Analogue speech recognition based on physical computing

Abstract

With the rise of decentralized computing, such as in the Internet of Things, autonomous driving and personalized healthcare, it is increasingly important to process time-dependent signals ‘at the edge’ efficiently: right at the place where the temporal data are collected, avoiding time-consuming, insecure and costly communication with a centralized computing facility (or ‘cloud’). However, modern-day processors often cannot meet the restrained power and time budgets of edge systems because of intrinsic limitations imposed by their architecture (von Neumann bottleneck) or domain conversions (analogue to digital and time to frequency). Here we propose an edge temporal-signal processor based on two in-materia computing systems for both feature extraction and classification, reaching near-software accuracy for the TI-46-Word1 and Google Speech Commands2 datasets. First, a nonlinear, room-temperature reconfigurable-nonlinear-processing-unit3,4 layer realizes analogue, time-domain feature extraction from the raw audio signals, similar to the human cochlea. Second, an analogue in-memory computing chip5, consisting of memristive crossbar arrays, implements a compact neural network trained on the extracted features for classification.
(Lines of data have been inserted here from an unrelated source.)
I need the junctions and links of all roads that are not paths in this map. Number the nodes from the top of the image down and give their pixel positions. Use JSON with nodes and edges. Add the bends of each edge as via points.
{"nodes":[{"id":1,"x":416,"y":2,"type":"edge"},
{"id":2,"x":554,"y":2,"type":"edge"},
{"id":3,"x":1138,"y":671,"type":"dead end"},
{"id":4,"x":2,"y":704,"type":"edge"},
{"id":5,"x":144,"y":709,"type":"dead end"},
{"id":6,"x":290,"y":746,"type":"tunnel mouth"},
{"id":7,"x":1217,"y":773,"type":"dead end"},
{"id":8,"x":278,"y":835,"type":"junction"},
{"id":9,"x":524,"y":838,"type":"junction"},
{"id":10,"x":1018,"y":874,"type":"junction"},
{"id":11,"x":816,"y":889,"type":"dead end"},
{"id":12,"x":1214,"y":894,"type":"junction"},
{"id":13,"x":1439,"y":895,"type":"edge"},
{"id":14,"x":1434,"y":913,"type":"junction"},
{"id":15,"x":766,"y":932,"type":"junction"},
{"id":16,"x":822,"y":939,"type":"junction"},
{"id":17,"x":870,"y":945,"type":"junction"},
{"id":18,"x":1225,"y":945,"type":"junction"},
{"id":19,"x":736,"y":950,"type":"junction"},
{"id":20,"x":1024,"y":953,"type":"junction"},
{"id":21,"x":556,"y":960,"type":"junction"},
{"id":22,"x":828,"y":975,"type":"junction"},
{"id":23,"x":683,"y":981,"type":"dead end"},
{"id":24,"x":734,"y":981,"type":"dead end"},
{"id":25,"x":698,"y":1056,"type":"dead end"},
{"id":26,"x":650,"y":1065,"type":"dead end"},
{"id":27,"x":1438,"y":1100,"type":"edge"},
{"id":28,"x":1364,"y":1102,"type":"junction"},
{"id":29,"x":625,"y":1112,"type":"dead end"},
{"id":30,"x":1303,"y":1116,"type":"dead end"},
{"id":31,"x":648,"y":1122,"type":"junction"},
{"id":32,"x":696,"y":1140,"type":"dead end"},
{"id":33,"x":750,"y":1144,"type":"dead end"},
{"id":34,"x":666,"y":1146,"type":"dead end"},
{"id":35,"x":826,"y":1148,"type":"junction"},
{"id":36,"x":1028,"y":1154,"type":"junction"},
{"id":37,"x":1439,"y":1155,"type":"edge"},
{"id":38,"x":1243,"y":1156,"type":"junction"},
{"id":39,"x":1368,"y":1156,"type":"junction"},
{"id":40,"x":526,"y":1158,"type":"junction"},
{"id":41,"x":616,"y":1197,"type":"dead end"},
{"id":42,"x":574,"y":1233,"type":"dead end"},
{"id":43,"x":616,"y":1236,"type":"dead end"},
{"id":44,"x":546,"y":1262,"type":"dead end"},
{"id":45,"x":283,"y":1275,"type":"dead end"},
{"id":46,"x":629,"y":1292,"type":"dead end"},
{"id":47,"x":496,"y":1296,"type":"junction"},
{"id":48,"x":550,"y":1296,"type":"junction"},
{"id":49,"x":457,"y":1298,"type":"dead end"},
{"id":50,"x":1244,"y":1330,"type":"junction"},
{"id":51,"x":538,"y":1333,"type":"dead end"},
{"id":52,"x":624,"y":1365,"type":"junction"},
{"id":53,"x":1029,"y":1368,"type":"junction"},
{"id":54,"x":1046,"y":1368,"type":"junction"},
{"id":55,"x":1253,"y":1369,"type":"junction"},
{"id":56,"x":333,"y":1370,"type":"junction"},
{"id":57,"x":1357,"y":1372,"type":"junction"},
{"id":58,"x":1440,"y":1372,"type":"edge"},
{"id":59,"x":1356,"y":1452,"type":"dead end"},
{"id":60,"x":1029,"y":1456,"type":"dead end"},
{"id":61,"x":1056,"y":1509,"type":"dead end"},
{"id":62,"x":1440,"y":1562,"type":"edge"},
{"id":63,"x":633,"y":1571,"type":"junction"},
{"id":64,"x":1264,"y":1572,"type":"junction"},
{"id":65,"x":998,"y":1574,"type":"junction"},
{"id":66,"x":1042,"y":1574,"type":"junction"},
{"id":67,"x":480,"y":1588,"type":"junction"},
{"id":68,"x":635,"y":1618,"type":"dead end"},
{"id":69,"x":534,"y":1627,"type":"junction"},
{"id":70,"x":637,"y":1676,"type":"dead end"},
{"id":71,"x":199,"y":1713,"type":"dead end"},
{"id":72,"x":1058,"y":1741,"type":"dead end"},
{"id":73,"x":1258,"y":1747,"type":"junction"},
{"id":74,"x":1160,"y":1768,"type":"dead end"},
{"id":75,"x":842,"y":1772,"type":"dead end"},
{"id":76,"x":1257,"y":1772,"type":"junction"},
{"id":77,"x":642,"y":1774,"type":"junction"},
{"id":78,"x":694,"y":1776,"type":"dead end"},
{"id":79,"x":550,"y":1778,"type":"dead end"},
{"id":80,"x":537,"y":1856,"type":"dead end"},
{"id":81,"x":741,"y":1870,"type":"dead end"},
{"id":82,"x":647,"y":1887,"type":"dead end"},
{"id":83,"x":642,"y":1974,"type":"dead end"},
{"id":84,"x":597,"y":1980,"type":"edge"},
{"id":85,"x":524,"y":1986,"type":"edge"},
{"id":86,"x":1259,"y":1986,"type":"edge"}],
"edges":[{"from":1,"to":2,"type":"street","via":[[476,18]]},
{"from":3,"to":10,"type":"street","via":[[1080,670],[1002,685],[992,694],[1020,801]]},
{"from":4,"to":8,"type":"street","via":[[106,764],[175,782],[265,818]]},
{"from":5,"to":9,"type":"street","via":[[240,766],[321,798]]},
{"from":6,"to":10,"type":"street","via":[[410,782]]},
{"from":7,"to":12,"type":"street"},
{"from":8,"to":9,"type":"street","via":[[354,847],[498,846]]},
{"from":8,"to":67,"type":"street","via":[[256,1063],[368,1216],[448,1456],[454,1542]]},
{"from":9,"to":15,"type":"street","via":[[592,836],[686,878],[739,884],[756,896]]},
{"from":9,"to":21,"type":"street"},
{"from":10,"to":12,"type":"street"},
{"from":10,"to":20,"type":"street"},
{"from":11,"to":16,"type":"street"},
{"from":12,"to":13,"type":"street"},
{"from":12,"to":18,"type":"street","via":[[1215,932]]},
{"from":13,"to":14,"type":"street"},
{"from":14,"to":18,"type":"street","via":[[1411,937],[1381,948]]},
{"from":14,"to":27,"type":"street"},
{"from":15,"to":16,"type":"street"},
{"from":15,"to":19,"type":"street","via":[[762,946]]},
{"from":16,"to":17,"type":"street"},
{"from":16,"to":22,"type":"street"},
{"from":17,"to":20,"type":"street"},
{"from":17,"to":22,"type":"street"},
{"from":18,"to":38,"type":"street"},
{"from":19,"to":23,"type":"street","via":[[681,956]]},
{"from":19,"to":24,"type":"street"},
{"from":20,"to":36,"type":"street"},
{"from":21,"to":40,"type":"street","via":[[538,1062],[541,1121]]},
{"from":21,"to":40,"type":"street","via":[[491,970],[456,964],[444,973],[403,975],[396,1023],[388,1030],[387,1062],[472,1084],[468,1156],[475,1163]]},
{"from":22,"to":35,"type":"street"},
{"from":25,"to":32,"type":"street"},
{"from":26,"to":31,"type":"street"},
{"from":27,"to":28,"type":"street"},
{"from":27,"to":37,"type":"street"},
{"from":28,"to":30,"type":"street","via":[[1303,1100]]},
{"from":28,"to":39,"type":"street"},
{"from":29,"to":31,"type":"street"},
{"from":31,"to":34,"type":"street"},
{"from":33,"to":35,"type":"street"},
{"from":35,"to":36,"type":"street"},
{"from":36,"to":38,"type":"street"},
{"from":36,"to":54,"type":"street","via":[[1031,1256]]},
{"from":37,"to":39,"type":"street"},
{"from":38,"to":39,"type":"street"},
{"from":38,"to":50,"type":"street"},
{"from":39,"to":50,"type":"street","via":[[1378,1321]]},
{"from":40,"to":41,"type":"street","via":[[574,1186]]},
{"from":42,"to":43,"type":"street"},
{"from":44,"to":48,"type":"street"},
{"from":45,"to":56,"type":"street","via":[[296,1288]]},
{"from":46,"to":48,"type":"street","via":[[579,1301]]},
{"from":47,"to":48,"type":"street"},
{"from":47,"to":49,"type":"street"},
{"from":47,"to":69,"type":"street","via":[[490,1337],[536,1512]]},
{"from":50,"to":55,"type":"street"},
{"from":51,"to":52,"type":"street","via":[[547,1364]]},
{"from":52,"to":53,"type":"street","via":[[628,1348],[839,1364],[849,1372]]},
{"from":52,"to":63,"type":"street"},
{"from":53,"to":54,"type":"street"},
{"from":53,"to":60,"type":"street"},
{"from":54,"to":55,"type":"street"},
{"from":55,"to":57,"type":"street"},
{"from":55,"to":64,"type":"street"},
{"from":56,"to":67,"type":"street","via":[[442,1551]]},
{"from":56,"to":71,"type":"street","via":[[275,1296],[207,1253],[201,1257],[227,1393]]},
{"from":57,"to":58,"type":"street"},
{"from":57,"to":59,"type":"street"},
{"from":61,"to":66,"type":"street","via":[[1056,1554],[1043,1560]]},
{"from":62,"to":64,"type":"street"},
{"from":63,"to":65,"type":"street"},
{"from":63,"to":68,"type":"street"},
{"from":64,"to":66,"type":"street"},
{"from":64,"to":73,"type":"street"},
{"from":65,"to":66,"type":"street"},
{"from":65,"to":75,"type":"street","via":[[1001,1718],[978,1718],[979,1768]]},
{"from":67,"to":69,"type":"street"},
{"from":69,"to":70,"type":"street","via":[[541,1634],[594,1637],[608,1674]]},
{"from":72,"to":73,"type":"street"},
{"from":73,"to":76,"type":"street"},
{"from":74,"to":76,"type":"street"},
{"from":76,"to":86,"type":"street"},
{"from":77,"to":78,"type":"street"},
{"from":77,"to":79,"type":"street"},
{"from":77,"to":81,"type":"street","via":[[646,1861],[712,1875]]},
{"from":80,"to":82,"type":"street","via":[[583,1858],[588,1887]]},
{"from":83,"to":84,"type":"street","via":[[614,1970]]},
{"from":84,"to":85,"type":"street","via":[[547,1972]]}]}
With submillisecond latency, reconfigurable-nonlinear-processing-unit-based feature extraction consuming roughly 300 nJ per inference, and the analogue in-memory computing-based classifier using around 78 µJ (with potential for roughly 10 µJ)6, our findings offer a promising avenue for advancing the compactness, efficiency and performance of heterogeneous smart edge processors through in materia computing hardware.